- TASK -
Which lines of the data contain the string "bridge"? Copy every one of them.

- DATA FOR REVIEW -
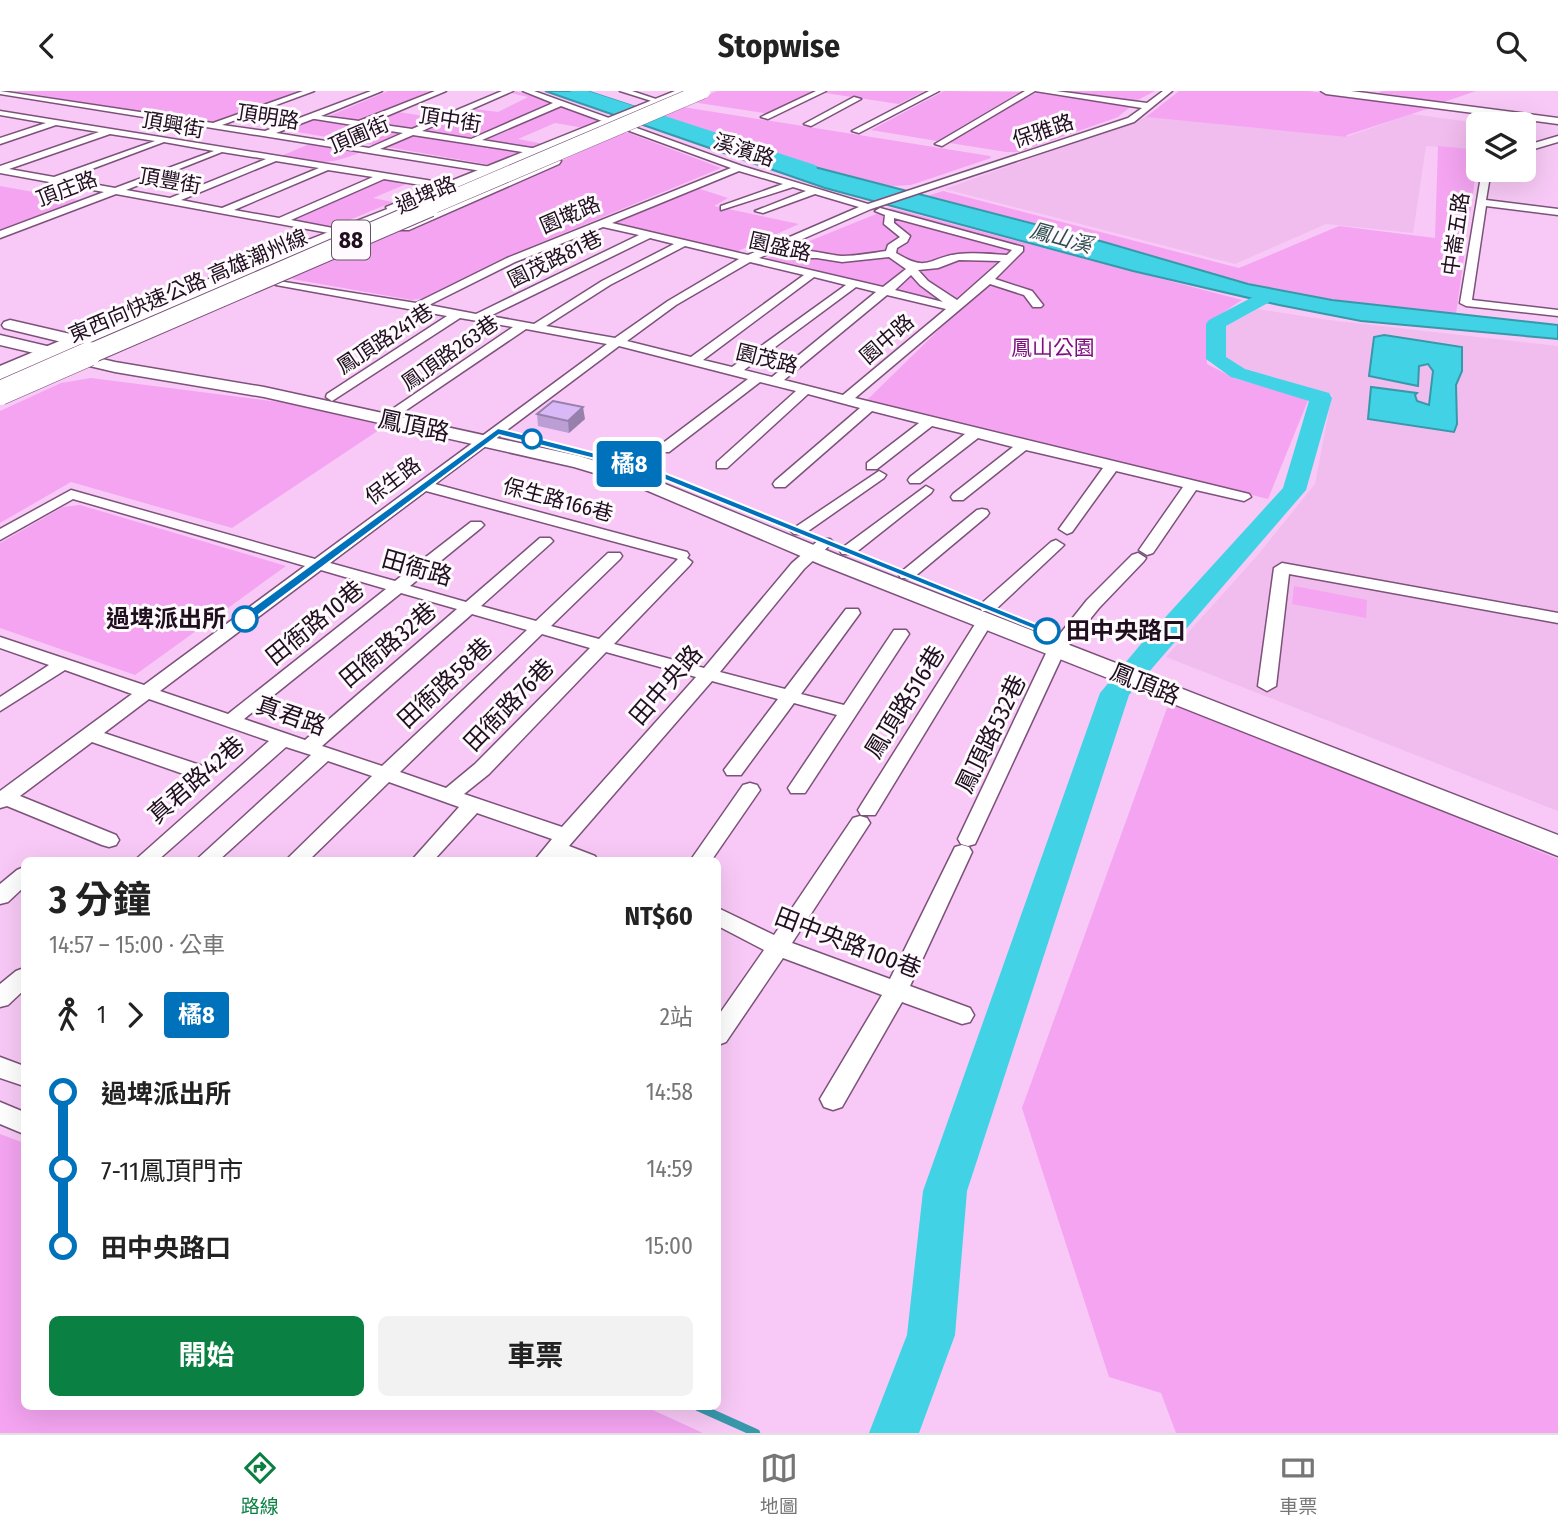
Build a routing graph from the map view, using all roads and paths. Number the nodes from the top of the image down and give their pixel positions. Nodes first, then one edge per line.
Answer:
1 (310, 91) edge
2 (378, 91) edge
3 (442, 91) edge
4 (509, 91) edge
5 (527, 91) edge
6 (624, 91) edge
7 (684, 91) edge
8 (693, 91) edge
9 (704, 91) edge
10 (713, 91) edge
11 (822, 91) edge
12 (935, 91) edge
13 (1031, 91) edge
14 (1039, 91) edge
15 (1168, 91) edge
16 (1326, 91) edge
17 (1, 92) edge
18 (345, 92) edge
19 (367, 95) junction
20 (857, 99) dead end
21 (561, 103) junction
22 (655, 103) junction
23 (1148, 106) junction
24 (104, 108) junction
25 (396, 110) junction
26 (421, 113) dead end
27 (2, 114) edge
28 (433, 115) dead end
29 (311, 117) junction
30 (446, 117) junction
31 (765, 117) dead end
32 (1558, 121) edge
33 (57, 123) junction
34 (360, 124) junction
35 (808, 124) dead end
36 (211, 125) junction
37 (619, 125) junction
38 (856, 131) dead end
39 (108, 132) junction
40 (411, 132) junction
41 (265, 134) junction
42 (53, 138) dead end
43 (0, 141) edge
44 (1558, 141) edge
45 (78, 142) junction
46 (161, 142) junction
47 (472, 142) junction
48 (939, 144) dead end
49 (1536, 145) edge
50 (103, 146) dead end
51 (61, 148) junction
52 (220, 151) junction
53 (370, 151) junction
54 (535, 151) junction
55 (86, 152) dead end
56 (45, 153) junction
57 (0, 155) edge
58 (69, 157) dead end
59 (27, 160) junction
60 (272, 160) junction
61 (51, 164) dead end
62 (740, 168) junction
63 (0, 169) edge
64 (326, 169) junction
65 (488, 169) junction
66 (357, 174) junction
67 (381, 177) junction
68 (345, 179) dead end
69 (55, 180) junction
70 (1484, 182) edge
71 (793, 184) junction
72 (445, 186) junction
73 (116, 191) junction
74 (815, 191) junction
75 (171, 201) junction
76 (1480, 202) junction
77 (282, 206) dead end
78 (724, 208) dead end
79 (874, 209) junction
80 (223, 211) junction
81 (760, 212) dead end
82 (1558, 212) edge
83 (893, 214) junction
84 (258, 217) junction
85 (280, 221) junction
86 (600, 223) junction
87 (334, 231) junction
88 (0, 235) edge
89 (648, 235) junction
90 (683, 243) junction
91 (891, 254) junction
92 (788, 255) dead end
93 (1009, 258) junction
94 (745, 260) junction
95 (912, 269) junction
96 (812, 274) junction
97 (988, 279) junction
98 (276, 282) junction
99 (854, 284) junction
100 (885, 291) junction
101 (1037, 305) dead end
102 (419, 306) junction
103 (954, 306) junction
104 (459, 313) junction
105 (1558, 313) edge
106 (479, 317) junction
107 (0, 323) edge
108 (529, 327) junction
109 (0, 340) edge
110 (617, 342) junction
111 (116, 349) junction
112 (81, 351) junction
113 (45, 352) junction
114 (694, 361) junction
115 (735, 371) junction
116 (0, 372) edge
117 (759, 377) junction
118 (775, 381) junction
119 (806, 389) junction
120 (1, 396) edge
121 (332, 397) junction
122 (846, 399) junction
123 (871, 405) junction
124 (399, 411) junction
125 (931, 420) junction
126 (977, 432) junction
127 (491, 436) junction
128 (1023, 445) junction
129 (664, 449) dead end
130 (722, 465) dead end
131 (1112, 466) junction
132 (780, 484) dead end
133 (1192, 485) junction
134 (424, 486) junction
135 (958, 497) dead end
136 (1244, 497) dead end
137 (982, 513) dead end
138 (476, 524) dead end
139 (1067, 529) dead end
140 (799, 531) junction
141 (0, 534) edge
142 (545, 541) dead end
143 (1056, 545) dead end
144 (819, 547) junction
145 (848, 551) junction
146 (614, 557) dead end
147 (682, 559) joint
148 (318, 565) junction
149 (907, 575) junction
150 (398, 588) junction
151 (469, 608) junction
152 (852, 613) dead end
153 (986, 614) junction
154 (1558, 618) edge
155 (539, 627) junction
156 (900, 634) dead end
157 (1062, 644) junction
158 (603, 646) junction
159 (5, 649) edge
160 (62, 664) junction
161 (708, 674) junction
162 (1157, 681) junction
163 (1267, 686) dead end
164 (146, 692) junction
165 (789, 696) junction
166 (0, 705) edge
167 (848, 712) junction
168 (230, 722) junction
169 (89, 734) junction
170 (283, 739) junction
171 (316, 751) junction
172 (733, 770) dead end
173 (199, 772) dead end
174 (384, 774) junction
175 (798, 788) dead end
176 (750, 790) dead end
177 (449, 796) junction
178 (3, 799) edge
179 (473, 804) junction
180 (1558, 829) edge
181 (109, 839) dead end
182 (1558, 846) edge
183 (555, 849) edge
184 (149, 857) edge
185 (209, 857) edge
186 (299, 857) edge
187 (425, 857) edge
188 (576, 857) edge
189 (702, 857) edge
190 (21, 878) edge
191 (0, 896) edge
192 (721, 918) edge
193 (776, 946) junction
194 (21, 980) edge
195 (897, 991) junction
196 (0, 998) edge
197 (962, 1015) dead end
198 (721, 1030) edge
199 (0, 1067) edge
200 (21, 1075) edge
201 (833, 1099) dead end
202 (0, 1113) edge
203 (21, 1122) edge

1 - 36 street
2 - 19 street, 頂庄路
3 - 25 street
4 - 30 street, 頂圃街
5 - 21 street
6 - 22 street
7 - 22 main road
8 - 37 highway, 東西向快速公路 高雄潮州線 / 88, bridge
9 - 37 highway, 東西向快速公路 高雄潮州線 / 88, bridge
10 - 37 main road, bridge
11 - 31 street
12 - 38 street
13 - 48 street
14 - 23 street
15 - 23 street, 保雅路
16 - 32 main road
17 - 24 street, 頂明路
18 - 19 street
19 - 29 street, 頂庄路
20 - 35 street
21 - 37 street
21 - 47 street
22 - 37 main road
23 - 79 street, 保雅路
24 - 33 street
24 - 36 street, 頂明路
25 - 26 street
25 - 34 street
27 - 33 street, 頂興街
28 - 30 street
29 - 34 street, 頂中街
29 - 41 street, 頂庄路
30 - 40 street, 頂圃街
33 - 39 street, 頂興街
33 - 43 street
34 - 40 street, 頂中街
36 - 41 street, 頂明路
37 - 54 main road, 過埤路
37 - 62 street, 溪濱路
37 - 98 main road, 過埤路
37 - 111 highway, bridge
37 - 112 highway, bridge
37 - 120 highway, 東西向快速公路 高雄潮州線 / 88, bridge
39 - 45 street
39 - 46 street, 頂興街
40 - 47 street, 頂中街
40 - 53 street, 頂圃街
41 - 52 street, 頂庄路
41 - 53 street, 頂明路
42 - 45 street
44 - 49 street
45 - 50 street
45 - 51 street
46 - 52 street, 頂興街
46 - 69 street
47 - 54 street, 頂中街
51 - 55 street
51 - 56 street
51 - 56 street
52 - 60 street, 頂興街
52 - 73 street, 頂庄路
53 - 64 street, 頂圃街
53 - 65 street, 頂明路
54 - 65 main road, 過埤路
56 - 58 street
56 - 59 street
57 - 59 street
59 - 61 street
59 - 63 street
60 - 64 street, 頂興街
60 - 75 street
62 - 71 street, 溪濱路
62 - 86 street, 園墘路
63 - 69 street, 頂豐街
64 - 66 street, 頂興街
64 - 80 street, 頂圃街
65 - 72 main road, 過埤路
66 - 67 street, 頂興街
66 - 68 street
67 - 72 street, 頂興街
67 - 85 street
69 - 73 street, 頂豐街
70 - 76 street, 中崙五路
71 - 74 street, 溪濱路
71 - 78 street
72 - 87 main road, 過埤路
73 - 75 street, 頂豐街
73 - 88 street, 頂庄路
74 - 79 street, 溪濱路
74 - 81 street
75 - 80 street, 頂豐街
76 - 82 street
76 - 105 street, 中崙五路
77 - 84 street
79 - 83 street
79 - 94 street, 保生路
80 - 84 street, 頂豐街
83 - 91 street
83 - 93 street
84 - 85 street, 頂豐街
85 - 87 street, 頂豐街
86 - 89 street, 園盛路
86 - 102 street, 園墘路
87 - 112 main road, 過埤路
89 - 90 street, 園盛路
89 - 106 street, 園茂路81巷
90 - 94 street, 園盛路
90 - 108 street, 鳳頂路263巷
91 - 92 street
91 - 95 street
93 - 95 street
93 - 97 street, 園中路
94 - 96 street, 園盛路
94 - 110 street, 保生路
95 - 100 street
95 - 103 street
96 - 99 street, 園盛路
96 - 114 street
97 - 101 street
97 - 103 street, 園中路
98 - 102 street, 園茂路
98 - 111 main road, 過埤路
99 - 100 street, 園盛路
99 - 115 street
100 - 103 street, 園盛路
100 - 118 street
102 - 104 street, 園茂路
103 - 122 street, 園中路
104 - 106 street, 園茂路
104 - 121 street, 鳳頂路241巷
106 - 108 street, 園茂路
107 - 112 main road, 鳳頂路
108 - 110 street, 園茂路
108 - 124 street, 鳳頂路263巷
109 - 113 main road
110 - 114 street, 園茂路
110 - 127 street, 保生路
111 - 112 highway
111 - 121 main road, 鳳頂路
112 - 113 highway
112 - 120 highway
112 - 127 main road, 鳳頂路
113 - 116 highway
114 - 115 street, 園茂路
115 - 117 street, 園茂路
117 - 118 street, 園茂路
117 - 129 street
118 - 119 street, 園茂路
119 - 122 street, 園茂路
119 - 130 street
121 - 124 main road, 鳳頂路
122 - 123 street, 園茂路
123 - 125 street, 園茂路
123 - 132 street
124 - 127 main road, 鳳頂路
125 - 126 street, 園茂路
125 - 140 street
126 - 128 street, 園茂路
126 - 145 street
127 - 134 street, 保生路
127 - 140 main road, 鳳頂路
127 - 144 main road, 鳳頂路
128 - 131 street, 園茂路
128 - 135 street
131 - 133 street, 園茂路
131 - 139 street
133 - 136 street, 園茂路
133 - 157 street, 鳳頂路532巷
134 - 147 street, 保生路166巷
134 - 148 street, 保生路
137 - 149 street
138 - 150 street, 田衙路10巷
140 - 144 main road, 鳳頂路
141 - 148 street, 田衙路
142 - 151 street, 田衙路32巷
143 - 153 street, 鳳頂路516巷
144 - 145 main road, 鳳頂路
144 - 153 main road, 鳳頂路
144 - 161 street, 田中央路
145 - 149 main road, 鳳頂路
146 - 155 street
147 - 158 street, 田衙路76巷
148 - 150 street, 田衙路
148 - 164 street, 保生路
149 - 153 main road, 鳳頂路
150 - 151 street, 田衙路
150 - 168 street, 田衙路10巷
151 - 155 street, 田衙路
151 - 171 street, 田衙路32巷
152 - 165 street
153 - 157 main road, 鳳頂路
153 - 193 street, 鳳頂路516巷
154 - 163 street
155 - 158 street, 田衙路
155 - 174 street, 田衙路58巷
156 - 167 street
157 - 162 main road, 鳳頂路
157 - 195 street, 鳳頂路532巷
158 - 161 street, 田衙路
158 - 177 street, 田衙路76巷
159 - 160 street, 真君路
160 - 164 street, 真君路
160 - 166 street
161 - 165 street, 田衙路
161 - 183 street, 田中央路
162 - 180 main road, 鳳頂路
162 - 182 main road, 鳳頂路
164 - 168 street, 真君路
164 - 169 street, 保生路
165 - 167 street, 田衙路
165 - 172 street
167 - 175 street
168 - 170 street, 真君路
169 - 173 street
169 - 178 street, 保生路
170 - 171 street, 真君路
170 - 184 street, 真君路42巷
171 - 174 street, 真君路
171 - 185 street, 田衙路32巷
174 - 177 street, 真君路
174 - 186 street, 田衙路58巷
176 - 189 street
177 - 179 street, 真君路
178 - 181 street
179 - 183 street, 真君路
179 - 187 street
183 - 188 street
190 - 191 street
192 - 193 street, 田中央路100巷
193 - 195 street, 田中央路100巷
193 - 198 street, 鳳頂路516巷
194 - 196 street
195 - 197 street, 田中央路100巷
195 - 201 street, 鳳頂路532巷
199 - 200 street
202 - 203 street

- EXERCISE RESPONSE -
8 - 37 highway, 東西向快速公路 高雄潮州線 / 88, bridge
9 - 37 highway, 東西向快速公路 高雄潮州線 / 88, bridge
10 - 37 main road, bridge
37 - 111 highway, bridge
37 - 112 highway, bridge
37 - 120 highway, 東西向快速公路 高雄潮州線 / 88, bridge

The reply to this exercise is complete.